Les uns après les autres, quasiment tous les acteurs du digital (Cisco, Oracle, Zoom…) et même les GAFAM licencient massivement. Cela résonne fort parce que dans l’imaginaire collectif, les entreprises dites du numérique ne sont pas confrontées à un volume global d’activités en déclin. Le secteur ne nous semble pas en perte de vitesse. La demande, privée et professionnelle, est colossale. Par contre, le besoin de main d’œuvre semble se réduire un peu plus chaque jour. Et il n’y a pas beaucoup d’états d’âme au sein des états-majors de ces géants aux pieds d’argile: les licenciements secs se multiplient. D’où notre question : qui veut encore bosser dans le secteur digital (et pourquoi)?
Nous sommes au beau milieu d’une vague importante de fermetures et de restructurations. Tous secteurs confondus, les entreprises qui jettent le gant sont nombreuses et ce n’est malheureusement pas une grande surprise. S’il devait y avoir un motif de questionnement, il porterait sans doute sur les moyens grâce auxquels ces entreprises ont réussi à tenir aussi longtemps malgré des activités structurellement déficitaires. Cependant, la transformation numérique est toujours en cours et loin d’être terminée. Comment comprendre que les acteurs du digital se débarrassent d’une partie de leurs effectifs ?

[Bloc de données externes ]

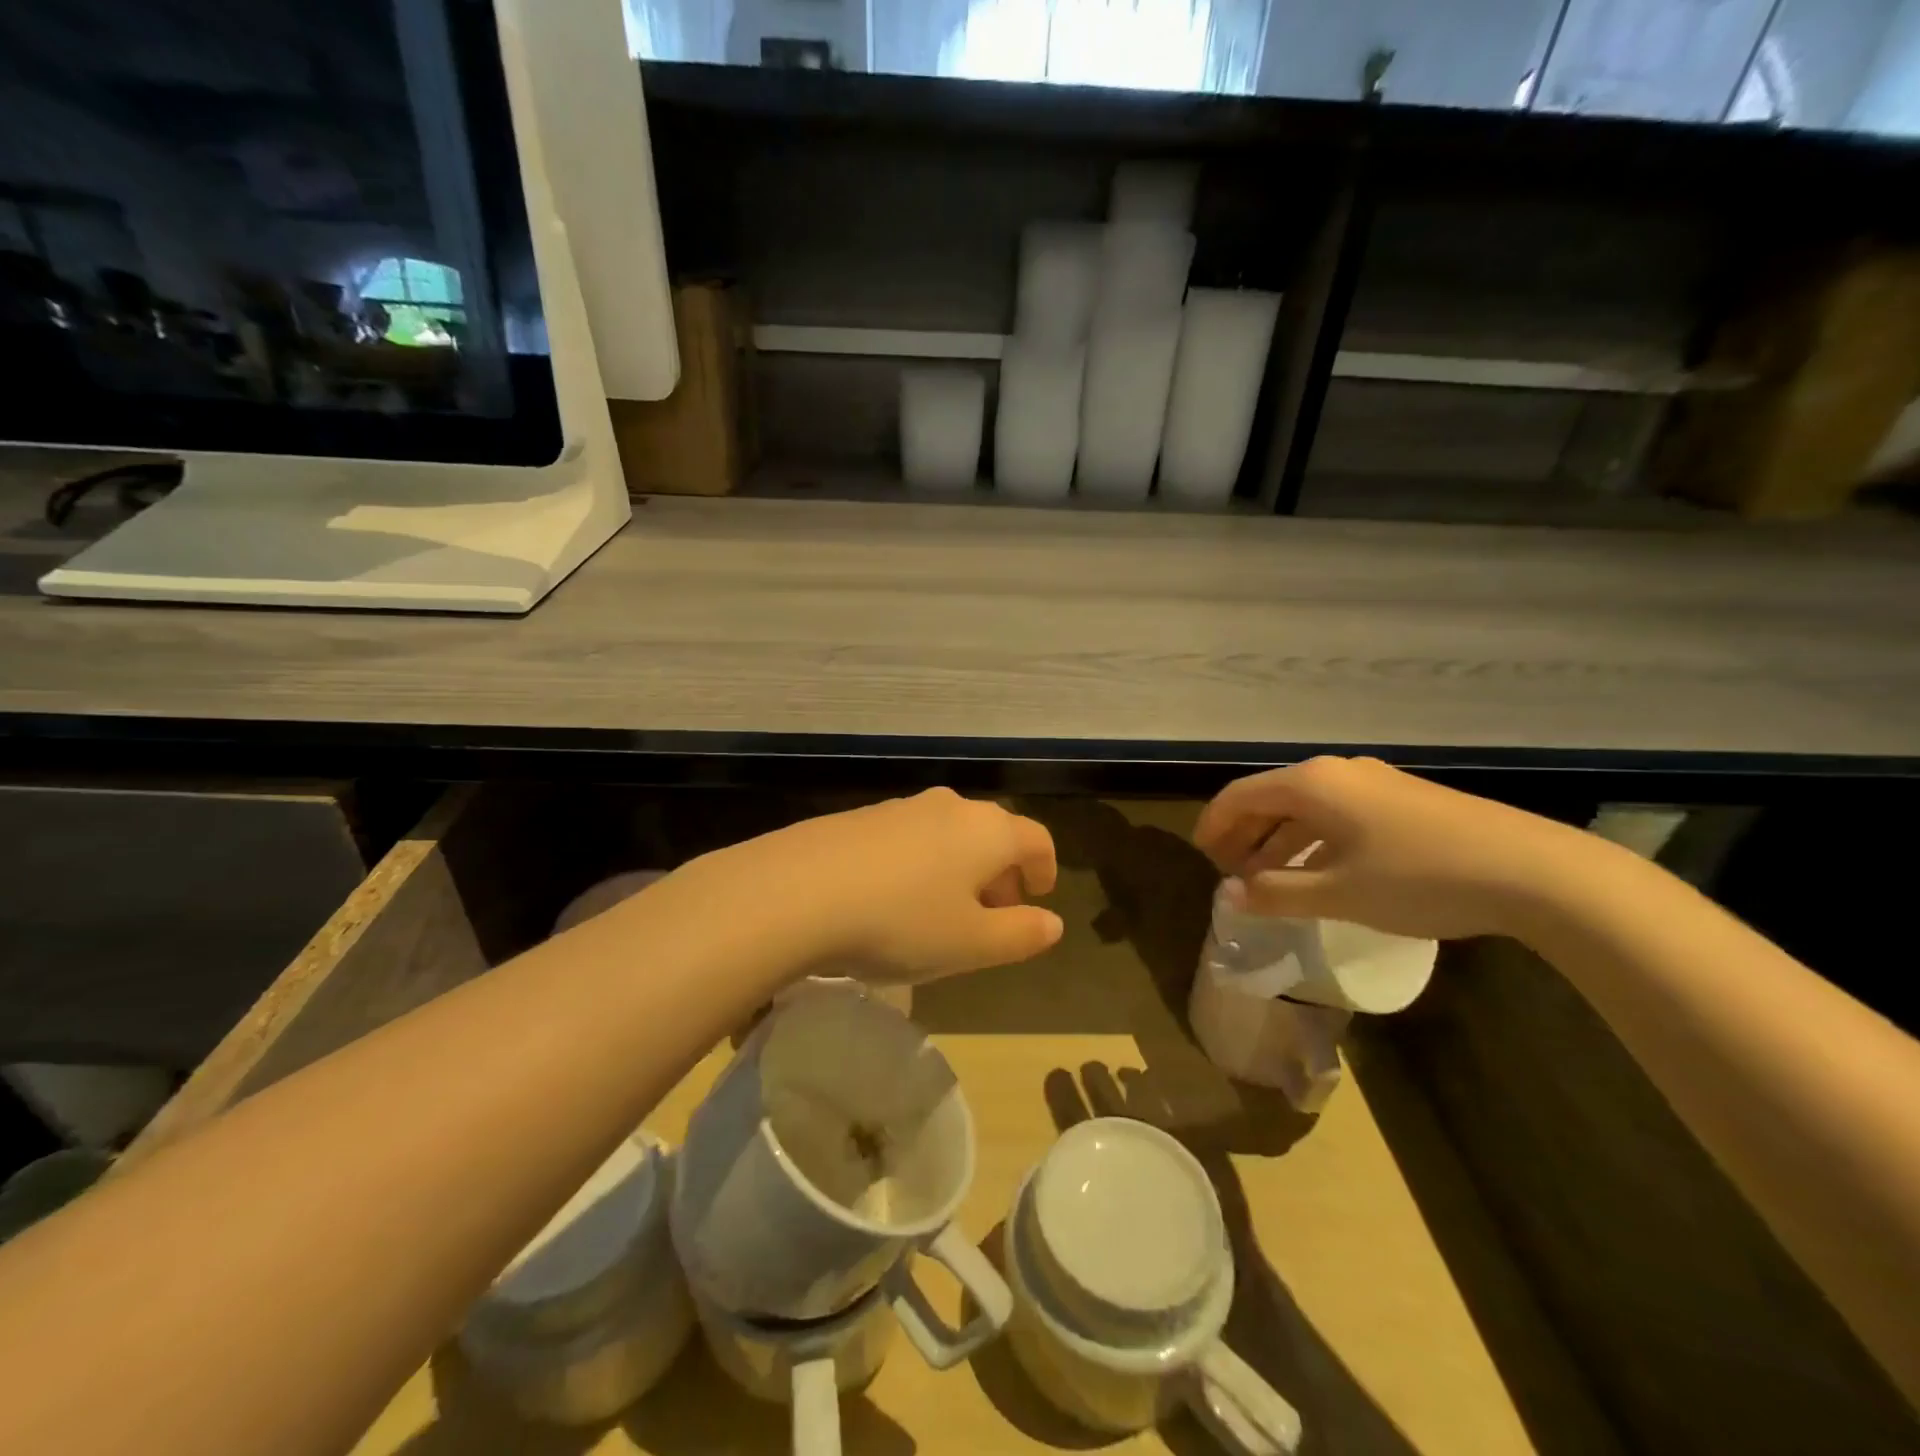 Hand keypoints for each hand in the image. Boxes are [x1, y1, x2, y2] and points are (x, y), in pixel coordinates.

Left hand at [706, 789, 1062, 981]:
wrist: (798, 890)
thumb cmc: (901, 921)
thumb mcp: (971, 944)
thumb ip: (1020, 935)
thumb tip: (1053, 924)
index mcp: (988, 830)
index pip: (1036, 839)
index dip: (1044, 868)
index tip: (1037, 897)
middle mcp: (950, 807)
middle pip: (992, 833)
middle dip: (1000, 872)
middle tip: (993, 914)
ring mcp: (901, 807)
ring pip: (949, 834)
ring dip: (959, 868)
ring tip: (943, 911)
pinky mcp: (860, 818)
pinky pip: (908, 838)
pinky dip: (920, 863)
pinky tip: (894, 899)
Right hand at [1193, 757, 1599, 940]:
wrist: (1533, 871)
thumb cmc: (1419, 878)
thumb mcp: (1338, 893)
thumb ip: (1276, 893)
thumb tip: (1229, 897)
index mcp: (1312, 784)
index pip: (1241, 795)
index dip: (1214, 824)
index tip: (1200, 857)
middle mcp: (1338, 772)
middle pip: (1272, 797)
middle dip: (1244, 834)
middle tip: (1229, 872)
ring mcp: (1375, 783)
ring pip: (1307, 808)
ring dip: (1279, 841)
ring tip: (1266, 879)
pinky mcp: (1404, 801)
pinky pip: (1338, 814)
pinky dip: (1313, 840)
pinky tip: (1319, 872) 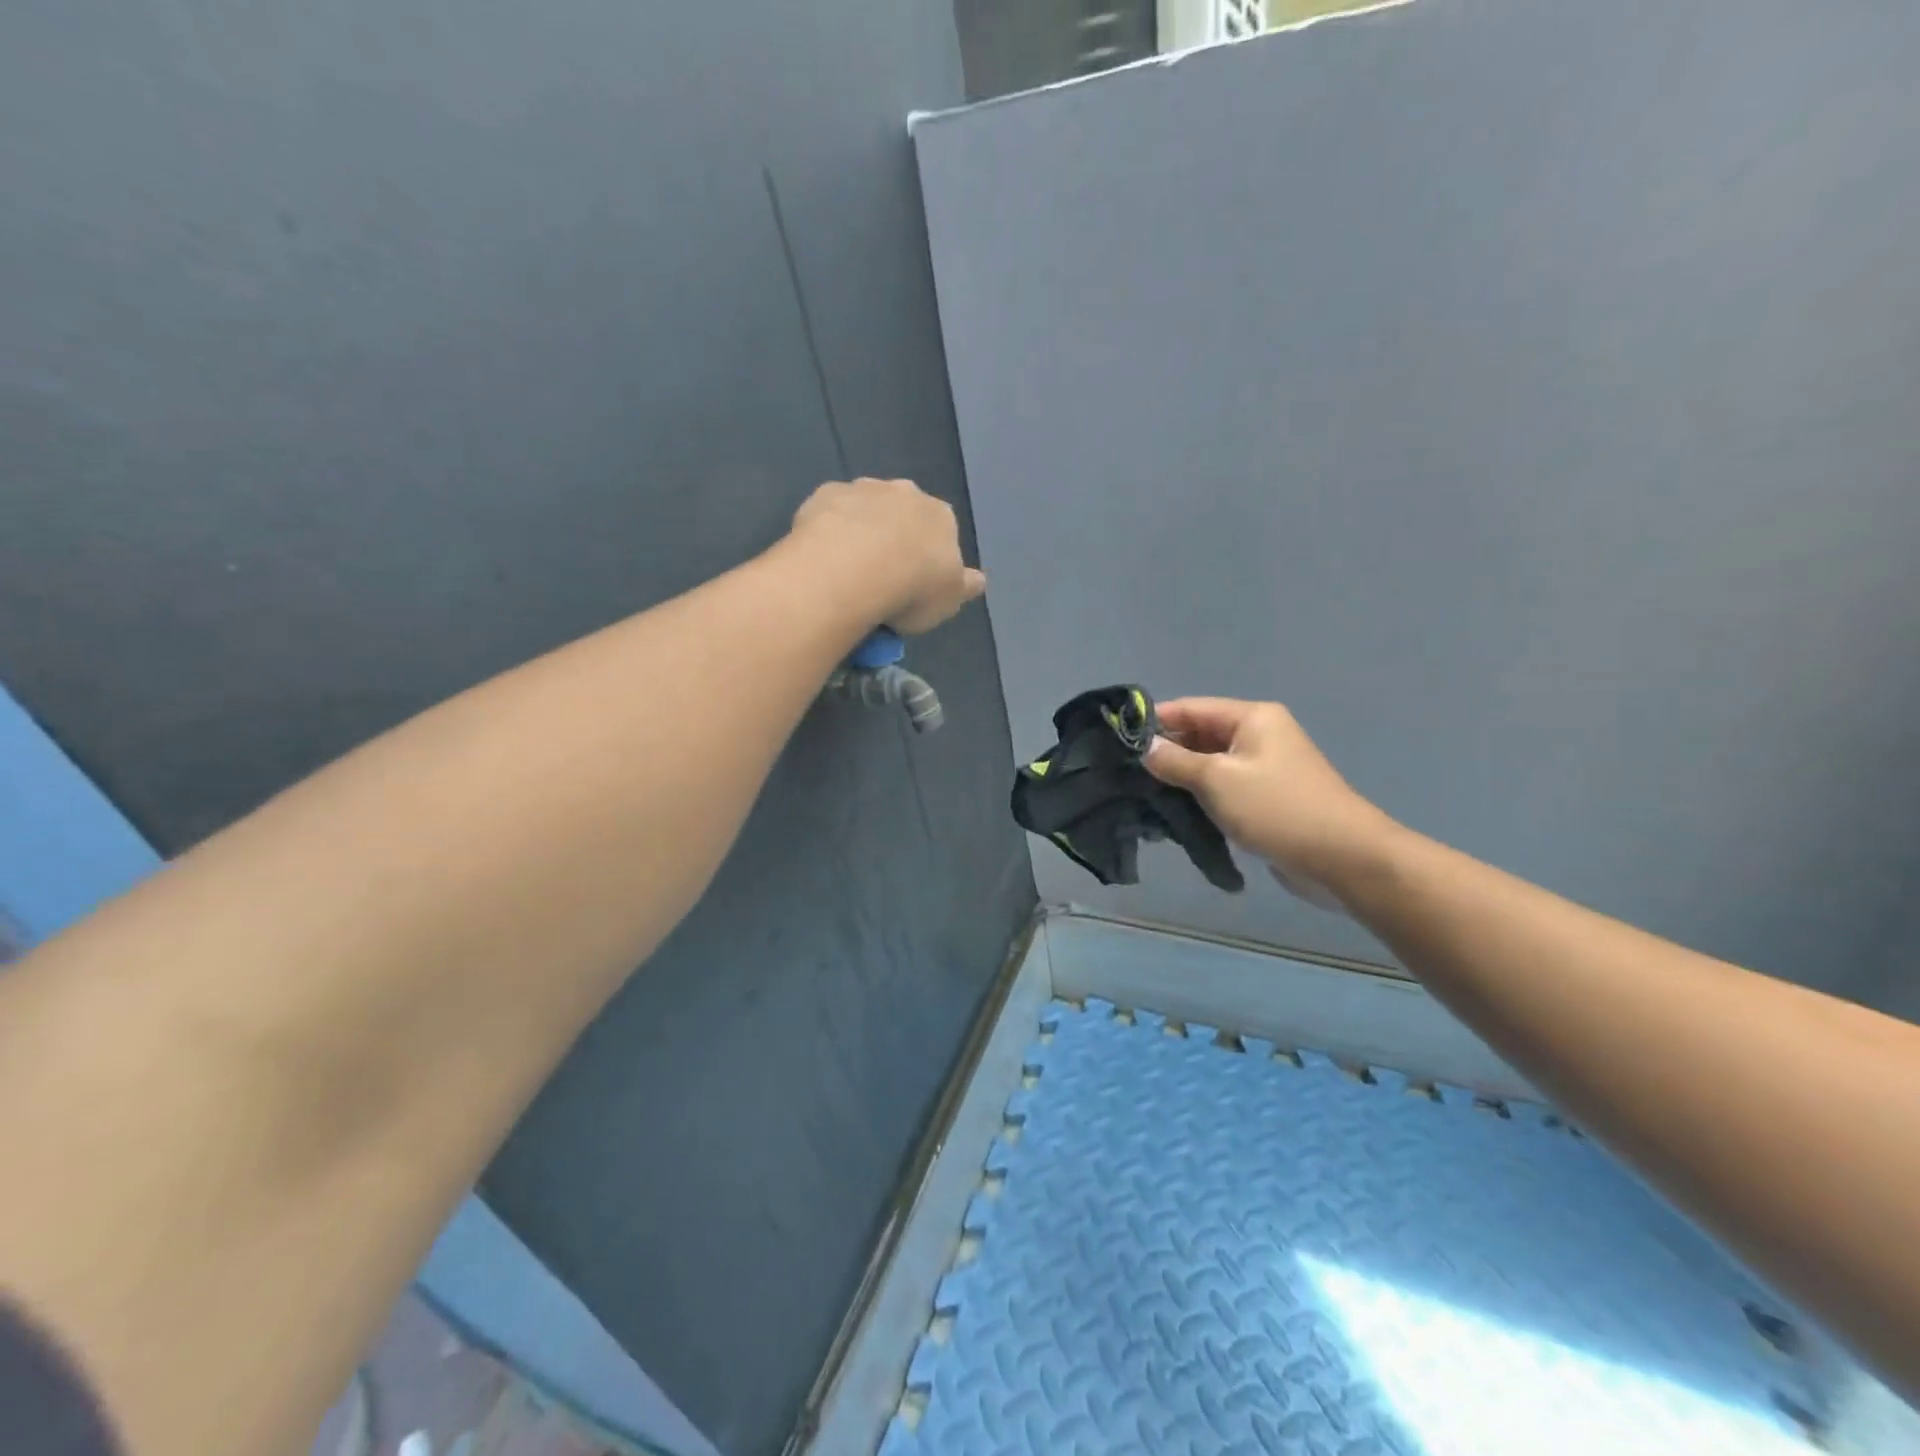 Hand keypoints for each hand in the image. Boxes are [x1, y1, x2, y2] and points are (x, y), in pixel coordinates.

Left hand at [790, 477, 985, 633]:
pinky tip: (822, 556)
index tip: (916, 580)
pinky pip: (830, 512)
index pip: (942, 530)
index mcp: (941, 516)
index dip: (929, 554)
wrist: (853, 570)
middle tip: (881, 573)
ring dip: (859, 529)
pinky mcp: (825, 494)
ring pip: (865, 507)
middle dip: (894, 534)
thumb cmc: (912, 589)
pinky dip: (828, 529)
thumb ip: (963, 586)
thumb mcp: (949, 599)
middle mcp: (905, 492)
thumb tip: (978, 580)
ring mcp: (863, 489)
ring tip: (848, 568)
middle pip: (903, 512)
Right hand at [1144, 698, 1396, 909]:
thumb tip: (1146, 748)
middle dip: (1166, 751)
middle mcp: (1259, 735)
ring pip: (1210, 764)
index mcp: (1252, 717)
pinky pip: (1224, 788)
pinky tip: (1174, 811)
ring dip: (1181, 777)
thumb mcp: (1218, 780)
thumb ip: (1176, 761)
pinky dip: (1200, 796)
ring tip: (1142, 793)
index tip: (1118, 740)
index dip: (1155, 721)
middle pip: (1200, 734)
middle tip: (1126, 772)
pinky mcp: (1266, 798)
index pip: (1191, 708)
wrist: (1343, 858)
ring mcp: (1264, 767)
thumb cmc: (1277, 808) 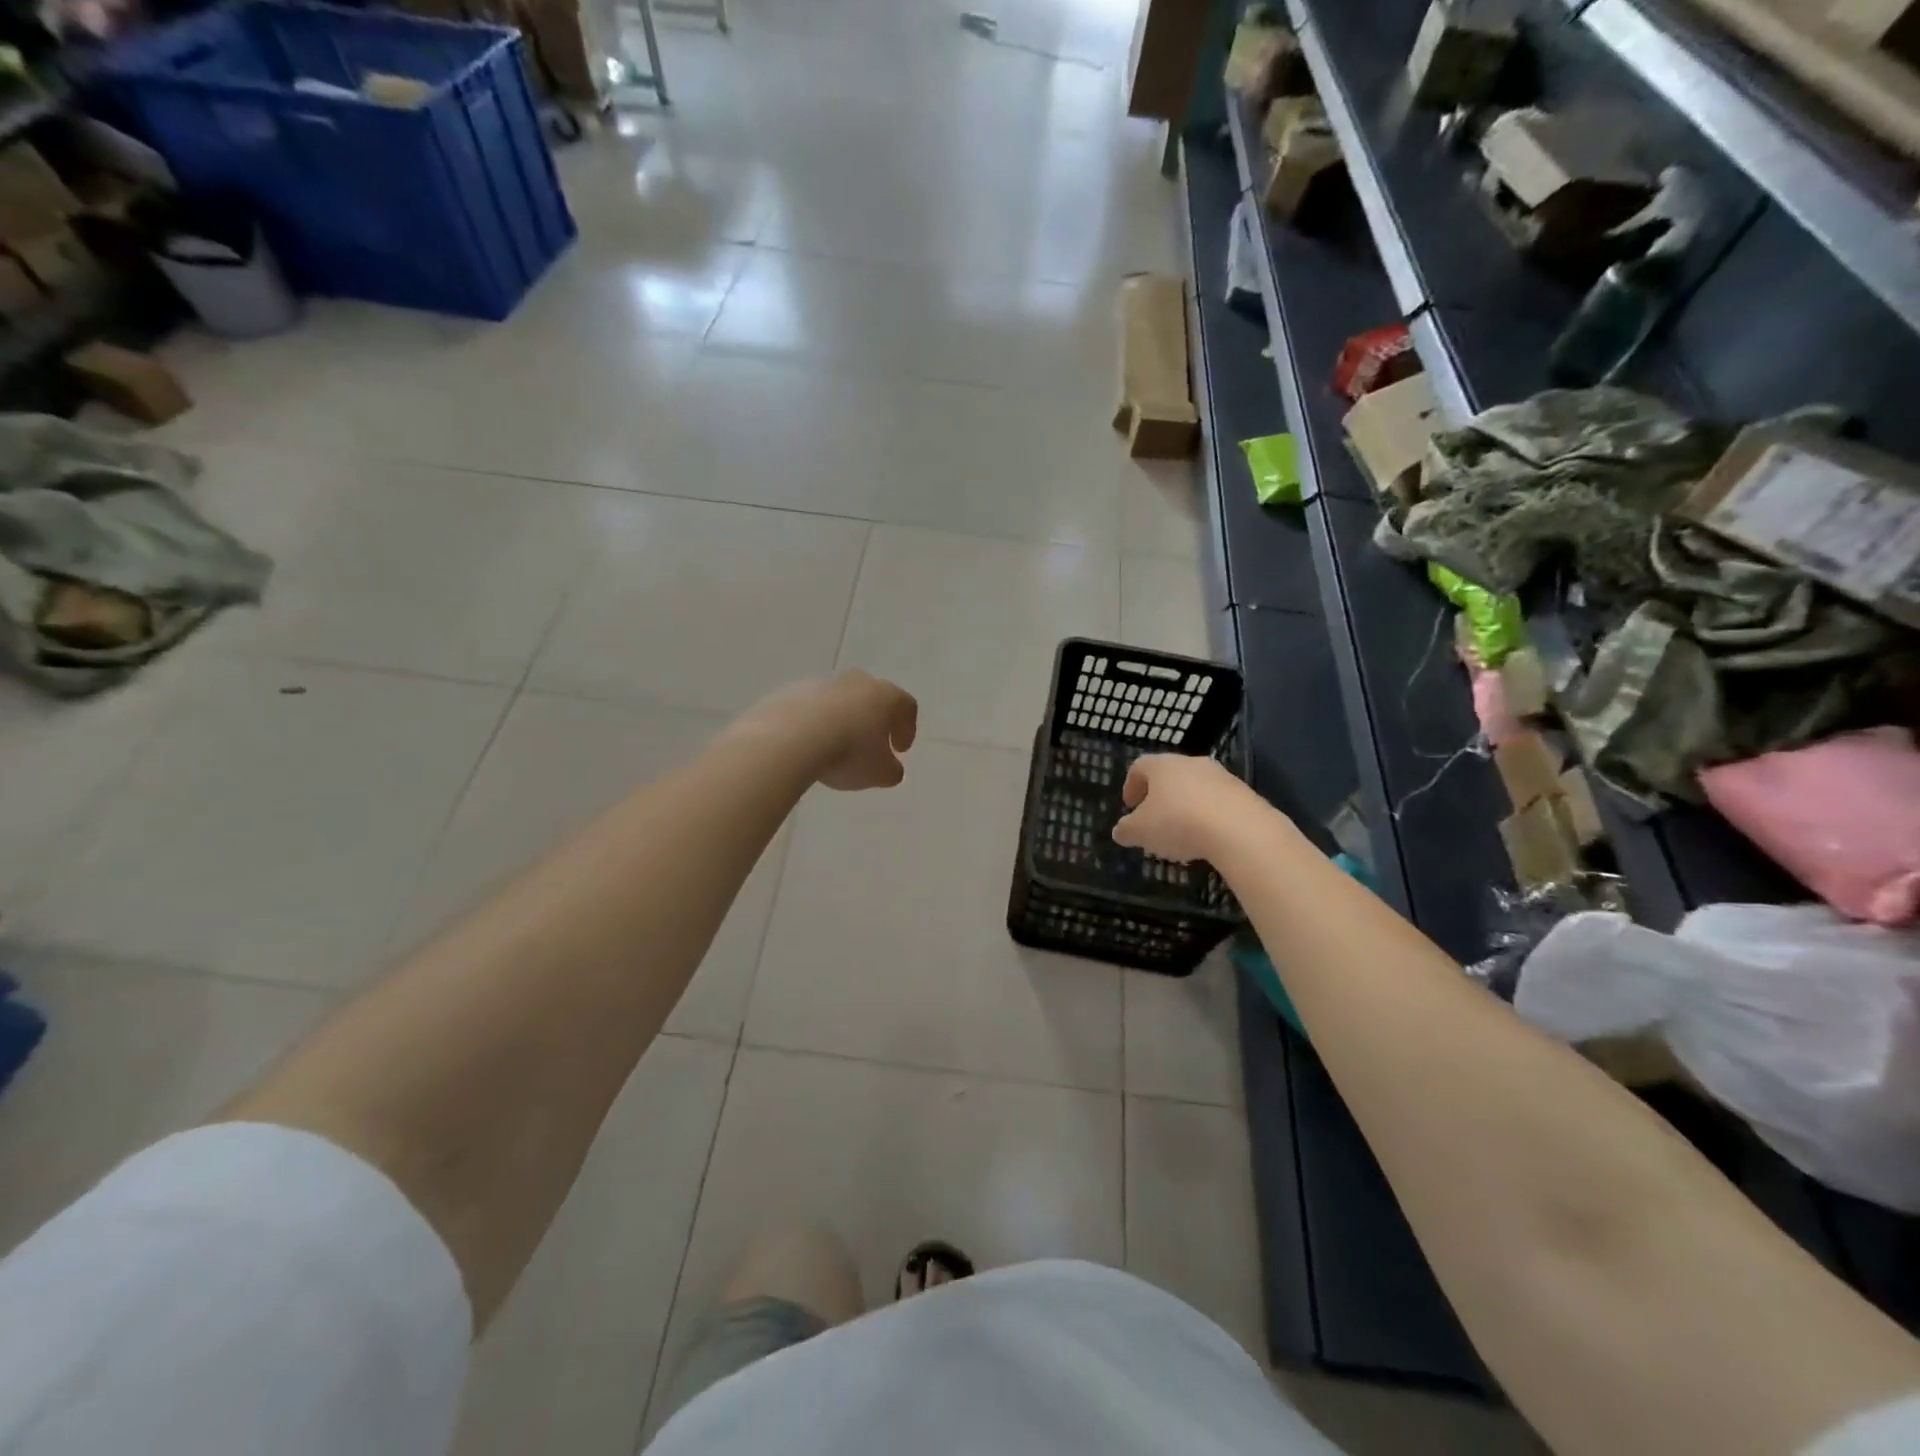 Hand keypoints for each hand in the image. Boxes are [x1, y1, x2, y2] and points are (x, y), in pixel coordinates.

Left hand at [740, 671, 918, 789]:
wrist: (788, 738)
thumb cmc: (848, 753)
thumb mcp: (880, 773)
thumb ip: (892, 770)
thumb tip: (890, 768)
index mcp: (884, 696)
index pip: (906, 706)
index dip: (907, 729)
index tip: (900, 750)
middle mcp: (856, 681)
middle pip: (872, 697)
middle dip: (874, 721)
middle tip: (870, 745)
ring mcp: (820, 683)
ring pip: (839, 701)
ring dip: (842, 721)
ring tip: (834, 749)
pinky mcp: (790, 691)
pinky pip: (810, 708)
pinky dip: (814, 723)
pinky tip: (807, 745)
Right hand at [1112, 754, 1249, 862]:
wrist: (1240, 830)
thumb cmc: (1178, 822)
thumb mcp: (1140, 832)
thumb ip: (1126, 830)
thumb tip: (1120, 830)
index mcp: (1162, 765)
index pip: (1139, 767)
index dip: (1131, 785)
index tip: (1129, 806)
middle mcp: (1192, 763)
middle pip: (1170, 776)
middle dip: (1159, 798)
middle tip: (1154, 822)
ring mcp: (1222, 777)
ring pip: (1196, 789)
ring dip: (1185, 807)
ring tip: (1182, 836)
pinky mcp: (1245, 795)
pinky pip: (1218, 803)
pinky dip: (1209, 817)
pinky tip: (1208, 840)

Un cruel manque d’anticipation?
Une des particularités du secteur, c’est la proportion énorme des coûts de personnel dans la structure totale des coûts de ses entreprises. Le secteur numérique est en effet très consommateur de ressources humaines (et dans ce cas, l’appellation est bien adaptée !): pour réussir son entrée et poursuivre sa phase de conquête sur le marché, il faut recruter en masse. Nous voyons donc des organisations qui gonflent très rapidement… Et qui se dégonflent tout aussi vite dès que les contraintes et les premiers revers se présentent. Ce n’est que pure logique puisque les effectifs représentent le centre de coûts le plus important.
Le numérique, c’est l’agilité, le sprint, un rapport immédiat entre l’idée et la mise en œuvre. L’alternance entre les temps forts et les temps faibles s’inscrit de manière assez naturelle dans son histoire. Il faut le savoir : on y rentre souvent pour une durée limitée, et un départ programmé fait partie des hypothèses (très) probables.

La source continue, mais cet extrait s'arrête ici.